Exercise prompt: In the material below, find each line that contains the word "this" and copy it.

The input:
━━━━━━━━━━━━━━━━
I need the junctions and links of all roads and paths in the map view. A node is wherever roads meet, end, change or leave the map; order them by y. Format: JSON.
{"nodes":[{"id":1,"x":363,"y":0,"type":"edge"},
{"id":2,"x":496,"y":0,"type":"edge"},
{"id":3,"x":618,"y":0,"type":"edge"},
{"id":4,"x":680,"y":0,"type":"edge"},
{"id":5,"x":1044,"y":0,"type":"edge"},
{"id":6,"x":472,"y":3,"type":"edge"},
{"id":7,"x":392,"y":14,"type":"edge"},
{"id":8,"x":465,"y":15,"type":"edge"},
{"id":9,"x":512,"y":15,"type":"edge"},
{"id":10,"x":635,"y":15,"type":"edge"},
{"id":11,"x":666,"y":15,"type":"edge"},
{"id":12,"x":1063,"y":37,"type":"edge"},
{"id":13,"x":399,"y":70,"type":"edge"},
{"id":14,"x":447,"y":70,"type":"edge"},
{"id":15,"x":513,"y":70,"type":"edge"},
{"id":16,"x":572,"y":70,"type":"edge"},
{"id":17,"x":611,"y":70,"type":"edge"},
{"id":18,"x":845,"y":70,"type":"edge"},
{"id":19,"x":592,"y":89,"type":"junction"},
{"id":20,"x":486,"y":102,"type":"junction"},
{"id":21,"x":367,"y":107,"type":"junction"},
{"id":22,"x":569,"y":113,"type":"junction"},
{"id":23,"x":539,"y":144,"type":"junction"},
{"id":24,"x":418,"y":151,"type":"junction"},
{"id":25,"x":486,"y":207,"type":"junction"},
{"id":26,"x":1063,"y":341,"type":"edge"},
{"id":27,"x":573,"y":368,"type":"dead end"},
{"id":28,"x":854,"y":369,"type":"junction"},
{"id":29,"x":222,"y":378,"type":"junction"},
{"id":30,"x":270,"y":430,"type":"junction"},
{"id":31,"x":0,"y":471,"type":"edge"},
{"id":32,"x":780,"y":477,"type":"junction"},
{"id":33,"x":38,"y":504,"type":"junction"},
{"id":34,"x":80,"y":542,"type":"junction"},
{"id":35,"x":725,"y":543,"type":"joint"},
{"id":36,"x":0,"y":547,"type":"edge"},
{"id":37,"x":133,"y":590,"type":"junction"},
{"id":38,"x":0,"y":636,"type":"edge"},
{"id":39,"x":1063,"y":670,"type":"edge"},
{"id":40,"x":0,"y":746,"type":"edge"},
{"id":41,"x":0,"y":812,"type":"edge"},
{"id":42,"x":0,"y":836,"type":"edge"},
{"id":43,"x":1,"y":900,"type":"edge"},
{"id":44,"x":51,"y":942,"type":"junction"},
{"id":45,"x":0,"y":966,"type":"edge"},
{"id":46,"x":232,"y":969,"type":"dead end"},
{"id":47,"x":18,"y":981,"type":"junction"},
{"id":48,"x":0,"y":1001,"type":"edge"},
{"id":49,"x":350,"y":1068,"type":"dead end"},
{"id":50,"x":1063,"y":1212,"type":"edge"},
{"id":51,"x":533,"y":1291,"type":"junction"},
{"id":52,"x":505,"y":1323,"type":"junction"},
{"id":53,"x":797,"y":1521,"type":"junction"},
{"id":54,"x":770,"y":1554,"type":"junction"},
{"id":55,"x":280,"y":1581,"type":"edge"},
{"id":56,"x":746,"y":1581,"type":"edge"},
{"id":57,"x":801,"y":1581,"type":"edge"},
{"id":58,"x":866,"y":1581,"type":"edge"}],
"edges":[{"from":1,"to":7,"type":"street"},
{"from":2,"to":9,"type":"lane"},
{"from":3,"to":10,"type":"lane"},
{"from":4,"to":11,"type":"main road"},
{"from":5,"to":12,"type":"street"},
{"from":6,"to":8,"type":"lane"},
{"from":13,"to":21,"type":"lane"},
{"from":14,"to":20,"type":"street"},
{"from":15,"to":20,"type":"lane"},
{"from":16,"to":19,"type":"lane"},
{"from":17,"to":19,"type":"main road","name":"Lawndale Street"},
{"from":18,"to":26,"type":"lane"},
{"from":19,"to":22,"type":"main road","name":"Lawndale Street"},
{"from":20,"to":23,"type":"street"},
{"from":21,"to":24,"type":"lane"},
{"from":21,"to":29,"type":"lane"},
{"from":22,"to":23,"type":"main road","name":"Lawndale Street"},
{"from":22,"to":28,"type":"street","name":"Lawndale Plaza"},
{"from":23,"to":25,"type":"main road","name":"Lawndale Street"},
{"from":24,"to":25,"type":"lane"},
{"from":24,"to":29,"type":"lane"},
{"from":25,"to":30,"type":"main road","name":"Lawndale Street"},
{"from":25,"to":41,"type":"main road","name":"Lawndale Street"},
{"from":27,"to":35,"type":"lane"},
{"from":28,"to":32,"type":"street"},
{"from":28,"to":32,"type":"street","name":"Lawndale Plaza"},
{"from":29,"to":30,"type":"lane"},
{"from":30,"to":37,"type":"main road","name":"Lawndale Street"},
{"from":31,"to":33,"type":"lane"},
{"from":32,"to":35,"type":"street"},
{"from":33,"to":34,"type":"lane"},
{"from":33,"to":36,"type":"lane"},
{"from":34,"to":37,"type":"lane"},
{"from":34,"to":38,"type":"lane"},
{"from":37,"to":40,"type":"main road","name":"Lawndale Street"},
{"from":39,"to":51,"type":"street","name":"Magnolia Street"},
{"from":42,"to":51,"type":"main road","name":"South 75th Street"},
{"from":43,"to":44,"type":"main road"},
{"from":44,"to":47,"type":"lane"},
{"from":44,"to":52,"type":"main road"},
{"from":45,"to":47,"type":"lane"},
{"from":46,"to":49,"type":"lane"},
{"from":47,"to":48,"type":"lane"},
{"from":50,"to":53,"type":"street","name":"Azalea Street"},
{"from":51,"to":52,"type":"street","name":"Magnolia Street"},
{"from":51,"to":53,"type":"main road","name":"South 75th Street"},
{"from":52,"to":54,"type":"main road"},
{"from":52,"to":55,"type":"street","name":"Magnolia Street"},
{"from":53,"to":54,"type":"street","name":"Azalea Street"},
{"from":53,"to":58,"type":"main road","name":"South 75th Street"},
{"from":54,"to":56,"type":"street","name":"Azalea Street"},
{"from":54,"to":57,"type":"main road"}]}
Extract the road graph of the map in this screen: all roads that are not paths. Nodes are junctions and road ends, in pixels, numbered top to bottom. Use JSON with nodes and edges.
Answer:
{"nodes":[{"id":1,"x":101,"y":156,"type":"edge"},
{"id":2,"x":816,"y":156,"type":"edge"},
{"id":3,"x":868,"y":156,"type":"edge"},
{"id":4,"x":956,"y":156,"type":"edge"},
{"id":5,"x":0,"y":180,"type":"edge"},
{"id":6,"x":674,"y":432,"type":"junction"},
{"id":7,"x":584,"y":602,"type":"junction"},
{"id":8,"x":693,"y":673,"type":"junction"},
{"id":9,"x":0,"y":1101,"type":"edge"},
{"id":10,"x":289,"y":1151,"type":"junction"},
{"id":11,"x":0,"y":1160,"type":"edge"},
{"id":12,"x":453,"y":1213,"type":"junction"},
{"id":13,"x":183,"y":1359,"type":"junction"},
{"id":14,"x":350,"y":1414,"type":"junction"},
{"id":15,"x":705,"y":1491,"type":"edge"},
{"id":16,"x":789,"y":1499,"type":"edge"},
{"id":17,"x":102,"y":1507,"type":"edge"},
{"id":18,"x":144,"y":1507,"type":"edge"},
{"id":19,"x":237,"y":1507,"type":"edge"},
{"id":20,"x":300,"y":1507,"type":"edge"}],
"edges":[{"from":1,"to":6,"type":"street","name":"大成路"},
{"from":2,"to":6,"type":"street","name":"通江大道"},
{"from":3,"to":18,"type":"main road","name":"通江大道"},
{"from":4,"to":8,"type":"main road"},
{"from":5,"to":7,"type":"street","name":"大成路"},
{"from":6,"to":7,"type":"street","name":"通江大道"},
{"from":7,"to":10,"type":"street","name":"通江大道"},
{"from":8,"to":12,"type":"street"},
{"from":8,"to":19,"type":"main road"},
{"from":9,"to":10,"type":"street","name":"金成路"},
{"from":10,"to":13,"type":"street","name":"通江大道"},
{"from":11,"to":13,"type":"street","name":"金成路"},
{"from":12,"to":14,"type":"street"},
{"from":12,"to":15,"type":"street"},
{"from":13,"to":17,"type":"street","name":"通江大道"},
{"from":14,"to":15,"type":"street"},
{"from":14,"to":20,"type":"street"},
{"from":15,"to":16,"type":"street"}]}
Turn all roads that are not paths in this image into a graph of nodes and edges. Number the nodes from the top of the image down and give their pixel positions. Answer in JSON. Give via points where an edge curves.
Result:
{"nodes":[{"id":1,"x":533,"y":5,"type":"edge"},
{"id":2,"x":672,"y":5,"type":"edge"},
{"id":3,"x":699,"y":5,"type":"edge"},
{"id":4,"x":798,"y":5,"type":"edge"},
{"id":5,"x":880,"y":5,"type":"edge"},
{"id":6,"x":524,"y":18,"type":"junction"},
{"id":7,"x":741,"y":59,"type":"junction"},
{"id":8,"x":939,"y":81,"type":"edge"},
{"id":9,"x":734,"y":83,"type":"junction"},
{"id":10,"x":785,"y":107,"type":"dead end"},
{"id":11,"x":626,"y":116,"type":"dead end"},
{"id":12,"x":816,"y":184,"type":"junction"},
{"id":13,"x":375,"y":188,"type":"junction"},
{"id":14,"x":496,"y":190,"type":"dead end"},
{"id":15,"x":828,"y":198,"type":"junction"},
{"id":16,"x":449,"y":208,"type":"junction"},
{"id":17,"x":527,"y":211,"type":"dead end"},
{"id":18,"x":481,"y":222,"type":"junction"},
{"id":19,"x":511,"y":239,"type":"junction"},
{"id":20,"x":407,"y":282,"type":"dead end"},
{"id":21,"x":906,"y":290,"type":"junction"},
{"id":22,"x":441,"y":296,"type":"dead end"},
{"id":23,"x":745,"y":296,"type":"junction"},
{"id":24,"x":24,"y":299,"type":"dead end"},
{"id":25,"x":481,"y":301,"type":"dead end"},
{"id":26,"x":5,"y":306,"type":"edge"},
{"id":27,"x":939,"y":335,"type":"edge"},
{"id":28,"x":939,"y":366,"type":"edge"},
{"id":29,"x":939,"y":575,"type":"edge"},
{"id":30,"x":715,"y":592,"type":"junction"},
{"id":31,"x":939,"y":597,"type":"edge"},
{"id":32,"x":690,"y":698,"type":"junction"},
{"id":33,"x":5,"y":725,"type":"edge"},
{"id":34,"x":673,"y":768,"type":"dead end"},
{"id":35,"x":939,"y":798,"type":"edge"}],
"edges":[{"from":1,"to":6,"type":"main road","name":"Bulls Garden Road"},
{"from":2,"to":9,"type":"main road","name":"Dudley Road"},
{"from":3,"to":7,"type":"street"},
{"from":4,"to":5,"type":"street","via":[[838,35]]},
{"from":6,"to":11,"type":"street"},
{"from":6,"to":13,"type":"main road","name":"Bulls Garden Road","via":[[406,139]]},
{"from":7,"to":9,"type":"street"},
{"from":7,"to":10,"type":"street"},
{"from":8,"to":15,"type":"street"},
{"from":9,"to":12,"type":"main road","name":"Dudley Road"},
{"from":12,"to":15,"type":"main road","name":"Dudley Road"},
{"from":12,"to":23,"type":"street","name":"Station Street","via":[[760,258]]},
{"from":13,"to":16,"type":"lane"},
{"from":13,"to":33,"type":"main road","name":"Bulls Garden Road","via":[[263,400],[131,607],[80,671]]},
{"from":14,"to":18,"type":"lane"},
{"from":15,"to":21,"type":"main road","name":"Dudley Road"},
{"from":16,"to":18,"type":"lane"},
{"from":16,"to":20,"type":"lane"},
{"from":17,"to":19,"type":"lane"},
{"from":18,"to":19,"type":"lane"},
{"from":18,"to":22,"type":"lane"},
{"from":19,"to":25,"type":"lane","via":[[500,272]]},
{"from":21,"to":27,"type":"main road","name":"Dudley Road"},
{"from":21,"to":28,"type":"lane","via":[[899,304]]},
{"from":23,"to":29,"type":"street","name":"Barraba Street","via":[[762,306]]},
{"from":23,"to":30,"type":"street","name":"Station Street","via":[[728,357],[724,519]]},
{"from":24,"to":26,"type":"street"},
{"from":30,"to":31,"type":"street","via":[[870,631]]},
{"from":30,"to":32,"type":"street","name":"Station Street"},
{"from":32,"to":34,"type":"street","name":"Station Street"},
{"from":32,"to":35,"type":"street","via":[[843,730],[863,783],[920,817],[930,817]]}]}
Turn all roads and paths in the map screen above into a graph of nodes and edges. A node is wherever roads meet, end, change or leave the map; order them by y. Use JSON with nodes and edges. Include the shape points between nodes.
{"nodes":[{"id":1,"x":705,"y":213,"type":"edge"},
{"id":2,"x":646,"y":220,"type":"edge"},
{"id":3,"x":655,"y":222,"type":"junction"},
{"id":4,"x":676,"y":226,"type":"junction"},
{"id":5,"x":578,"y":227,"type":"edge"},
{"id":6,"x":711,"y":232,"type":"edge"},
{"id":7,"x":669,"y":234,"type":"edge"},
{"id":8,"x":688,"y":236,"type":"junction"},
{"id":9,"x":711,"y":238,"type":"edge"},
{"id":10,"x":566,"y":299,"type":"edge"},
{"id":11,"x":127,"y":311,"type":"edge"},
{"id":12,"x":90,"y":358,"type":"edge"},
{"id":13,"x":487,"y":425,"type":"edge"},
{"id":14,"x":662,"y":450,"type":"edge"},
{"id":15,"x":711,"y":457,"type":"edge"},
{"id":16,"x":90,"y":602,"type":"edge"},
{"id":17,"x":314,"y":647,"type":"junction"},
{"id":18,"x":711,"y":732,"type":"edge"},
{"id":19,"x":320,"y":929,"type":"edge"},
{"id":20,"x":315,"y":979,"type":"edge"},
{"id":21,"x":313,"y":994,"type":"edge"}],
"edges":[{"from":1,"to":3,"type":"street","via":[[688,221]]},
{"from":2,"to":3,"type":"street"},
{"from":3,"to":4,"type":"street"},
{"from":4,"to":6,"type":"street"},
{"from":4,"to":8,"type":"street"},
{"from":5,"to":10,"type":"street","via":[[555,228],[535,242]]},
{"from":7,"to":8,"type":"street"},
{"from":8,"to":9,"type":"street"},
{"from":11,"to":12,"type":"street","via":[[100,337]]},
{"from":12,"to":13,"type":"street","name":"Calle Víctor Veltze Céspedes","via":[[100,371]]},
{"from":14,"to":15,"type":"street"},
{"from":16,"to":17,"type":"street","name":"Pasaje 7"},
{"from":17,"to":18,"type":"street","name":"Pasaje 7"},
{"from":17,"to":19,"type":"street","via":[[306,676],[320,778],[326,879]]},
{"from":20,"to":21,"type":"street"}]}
━━━━━━━━━━━━━━━━
Answer below:
Extract the road graph of the map in this screen: all roads that are not paths. Nodes are junctions and road ends, in pixels, numbered top to bottom. Use JSON with nodes and edges.
Turn all roads that are not paths in this image into a graph of nodes and edges. Number the nodes from the top of the image down and give their pixel positions. Answer in JSON. Give via points where an edge curves.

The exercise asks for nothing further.